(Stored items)
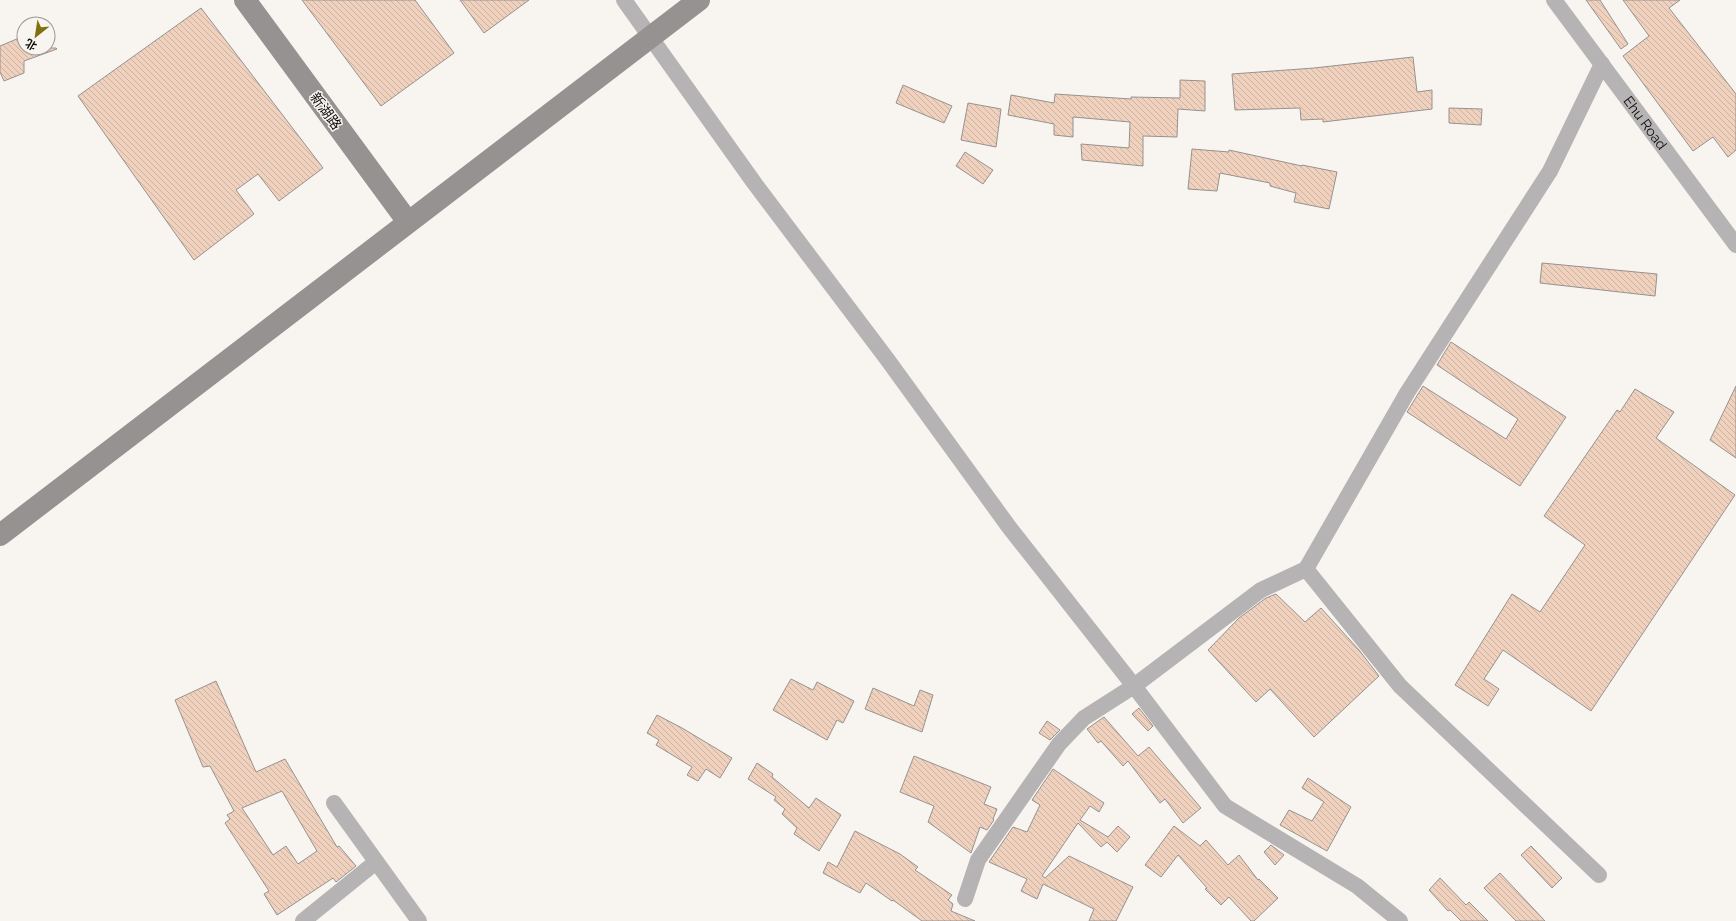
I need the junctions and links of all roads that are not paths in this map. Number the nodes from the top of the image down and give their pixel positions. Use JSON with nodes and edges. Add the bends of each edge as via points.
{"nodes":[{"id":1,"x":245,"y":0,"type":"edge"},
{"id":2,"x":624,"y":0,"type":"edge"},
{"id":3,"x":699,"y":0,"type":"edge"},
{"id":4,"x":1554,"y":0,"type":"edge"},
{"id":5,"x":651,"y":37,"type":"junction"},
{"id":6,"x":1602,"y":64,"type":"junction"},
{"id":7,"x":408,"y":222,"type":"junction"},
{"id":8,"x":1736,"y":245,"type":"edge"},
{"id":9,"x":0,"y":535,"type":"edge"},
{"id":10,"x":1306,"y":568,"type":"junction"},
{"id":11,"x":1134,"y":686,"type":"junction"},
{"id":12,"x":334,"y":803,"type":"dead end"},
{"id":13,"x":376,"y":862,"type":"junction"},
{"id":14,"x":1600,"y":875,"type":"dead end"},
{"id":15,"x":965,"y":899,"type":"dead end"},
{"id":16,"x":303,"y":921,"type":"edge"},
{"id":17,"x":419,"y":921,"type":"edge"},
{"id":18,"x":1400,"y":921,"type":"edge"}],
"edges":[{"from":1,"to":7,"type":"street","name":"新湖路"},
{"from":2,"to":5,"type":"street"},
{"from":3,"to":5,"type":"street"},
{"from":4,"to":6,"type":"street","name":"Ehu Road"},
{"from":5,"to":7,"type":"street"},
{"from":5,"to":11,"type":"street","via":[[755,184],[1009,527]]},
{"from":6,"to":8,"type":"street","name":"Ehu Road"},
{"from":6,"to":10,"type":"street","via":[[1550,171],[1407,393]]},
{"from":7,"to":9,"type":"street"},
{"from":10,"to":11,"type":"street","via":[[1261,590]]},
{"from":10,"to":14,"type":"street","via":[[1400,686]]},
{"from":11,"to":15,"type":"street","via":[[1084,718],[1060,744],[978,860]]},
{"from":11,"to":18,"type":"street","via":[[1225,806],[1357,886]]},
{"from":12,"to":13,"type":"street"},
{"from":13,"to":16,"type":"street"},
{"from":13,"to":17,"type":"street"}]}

• _REQUIREMENT_: Images do not belong in the copy; reproduce all other parts of the records above verbatim.

• _ANSWER TO THIS EXERCISE_:
I need the junctions and links of all roads that are not paths in this map. Number the nodes from the top of the image down and give their pixel positions. Use JSON with nodes and edges. Add the bends of each edge as via points.
{"nodes":[{"id":1,"x":245,"y":0,"type":"edge"},
{"id":2,"x":624,"y":0,"type":"edge"},
{"id":3,"x":699,"y":0,"type":"edge"},
{"id":4,"x":1554,"y":0,"type":"edge"},
{"id":5,"x":651,"y":37,"type":"junction"},
{"id":6,"x":1602,"y":64,"type":"junction"},
{"id":7,"x":408,"y":222,"type":"junction"},
{"id":8,"x":1736,"y":245,"type":"edge"},
{"id":9,"x":0,"y":535,"type":"edge"},
{"id":10,"x":1306,"y":568,"type":"junction"},
{"id":11,"x":1134,"y":686,"type":"junction"},
{"id":12,"x":334,"y":803,"type":"dead end"},
{"id":13,"x":376,"y":862,"type":"junction"},
{"id":14,"x":1600,"y":875,"type":"dead end"},
{"id":15,"x":965,"y":899,"type":"dead end"},
{"id":16,"x":303,"y":921,"type":"edge"},
{"id":17,"x":419,"y":921,"type":"edge"},
{"id":18,"x":1400,"y":921,"type":"edge"}],
"edges":[{"from":1,"to":7,"type":"street","name":"新湖路"},
{"from":2,"to":5,"type":"street"},
{"from":3,"to":5,"type":"street"},
{"from":4,"to":6,"type":"street","name":"Ehu Road"},
{"from":5,"to":7,"type":"street"},
{"from":5,"to":11,"type":"street","via":[[755,184],[1009,527]]},
{"from":6,"to":8,"type":"street","name":"Ehu Road"},
{"from":6,"to":10,"type":"street","via":[[1550,171],[1407,393]]},
{"from":7,"to":9,"type":"street"},
{"from":10,"to":11,"type":"street","via":[[1261,590]]},
{"from":10,"to":14,"type":"street","via":[[1400,686]]},
{"from":11,"to":15,"type":"street","via":[[1084,718],[1060,744],[978,860]]},
{"from":11,"to":18,"type":"street","via":[[1225,806],[1357,886]]},
{"from":12,"to":13,"type":"street"},
{"from":13,"to":16,"type":"street"},
{"from":13,"to":17,"type":"street"}]}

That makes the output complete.